In the third week, Cloak Mask appeared beside the gingko, reddish hair gleaming in the sun like a bloody halo as he stood over her. He didn't say hello. Apparently, the pleasantries were a facade kept strictly for those who still needed to be deceived.

"Time for something new?" she managed, mouth as dry as the summer soil. It took a lot of effort not to flip the trowel in her hand around to proper stabbing position.

"Yes," he said simply. She brushed the dirt off her lavender gloves and stood. The fact that Sai always offered her a hand up made it stingingly obvious when Cloak Mask didn't. Then again, he might feel scaly to the touch, like the creepy, bottom-dwelling thing that he was. Maybe it was better he didn't extend his 'manners' to trying to touch her.

They went into the crouching-bones house, and he locked each door behind them until they were again in the small, windowless room. "Well?" she asked, security jutsus pricking at her awareness.

His green eyes were flat, but still beautiful. "It's time for you to take the Interrogation job offered by your father last week."

Ah. She'd wondered when they'd take the bait. Her father had been landing with unnecessary violence on her roof each night on his way home from work, the only way he could lend support or scold her- she wasn't sure which it was. At least he wasn't trying to visit, now he'd figured out where her apartment was. "Okay. Done. They'll probably ask me to start Monday. I have no idea what department I'll be in, though, but I asked Dad for a position in the archives. So I can have access to whatever information you need."

A red-gold eyebrow twitched, just slightly, just the barest hint, and maybe she was imagining it. "That was wise planning. Do not, under any circumstances, make any decisions yourself. Danzou will direct you when and if he needs anything done. If you are caught, you know what we will do to you, if Interrogation doesn't get there first."

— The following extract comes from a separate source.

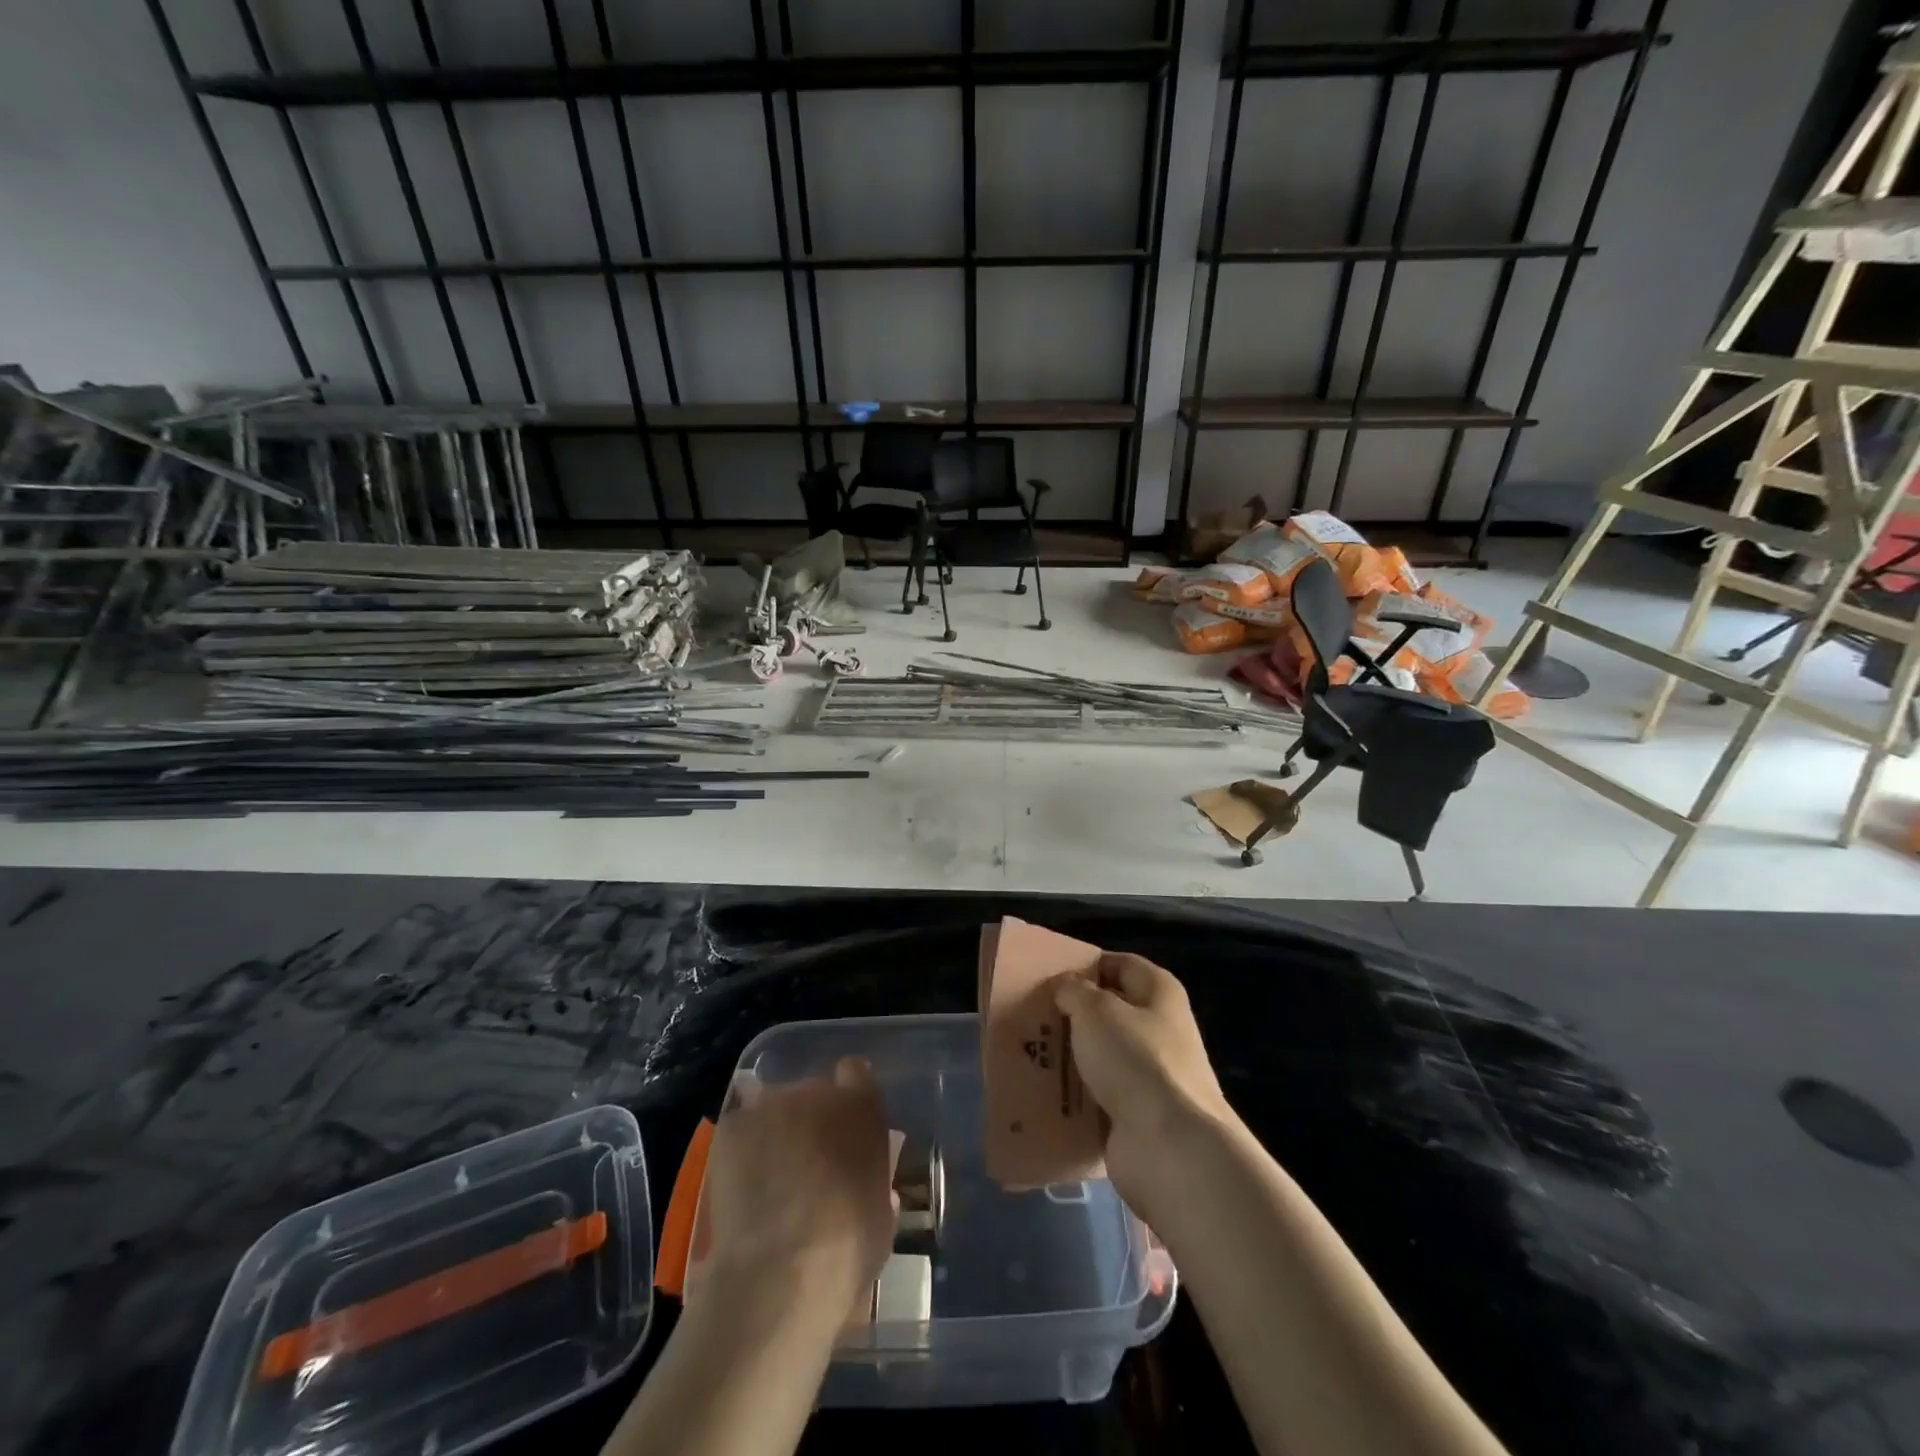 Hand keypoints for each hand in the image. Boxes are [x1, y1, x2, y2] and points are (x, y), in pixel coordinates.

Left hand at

She did. Traitors to Konoha were executed publicly. She could only hope it'd be Danzou's head that ended up rolling in the dust, not hers. Ino nodded, then stopped herself- he didn't care. He probably only barely knew what it meant. "Okay. I'll update you next time I work here."

"Yes."

She followed him out of the red monster house and returned to the shade of her gingko, letting her frizzy bangs fall forward to hide whatever was in her eyes.

It might take years before Danzou trusted her enough to reveal anything useful, and she was already withering.


Shika was waiting at her door when she came home. "Didn't try to break in again?" she laughed, pulling a grin from somewhere.

He snorted and kicked idly at the ragged carpet. "Takes too much chakra now."

"Ex-act-ly." Ino preened.

"Smug. I could if I wanted."

"I know. Come on, I'll make tea. Want food?"

"Nah." He flapped a hand and followed her inside, wrinkling his nose as she flared her chakra to disable all her traps for a moment. "It's about time you did something with your security."

Ino sighed and put the kettle on for tea, then glanced up at the nearly invisible, shimmering seals Sai had scrawled all over her ceiling last week. He'd then proceeded to pass out on her couch for nine hours; he'd used way too much chakra on them. "Yes, yes, O Wise One. So what's up?"

Shika flopped down on the couch with an extravagant moan of relief. "Just wanted to see how you were doing. And I'm supposed to invite you to the Akimichi's barbeque this Saturday."

"Ooh!" There was nothing like the spreads Cho's family put out at their infamous barbeques. "Yeah, I'll be there with stretch pants on." She rubbed her stomach in anticipation of stuffing it with Mama Cho's pork dumplings. The barbecues didn't always coincide with her sporadic diets, so they were either absolute Ibiki-level torture or heaven; this time, she'd gotten lucky.

"Good."

Something in his tone made her stiffen- but she couldn't ask outright what he was up to, not with Root surveillance on her place still possible despite her new security. Highly probable, even, to be honest with herself. Maybe agents would have a hard time getting in, but eavesdropping was both much easier to do and much harder to fully prevent. Sai's sealed, jutsu-ed fortress of an apartment was the only place she dared talk about it, and even that practically gave her hives. "Talk to your sand princess lately?"

He kept staring straight ahead, but she grinned when the back of his neck went ferociously pink. "Nah. She's busy with some kind of treaty negotiations."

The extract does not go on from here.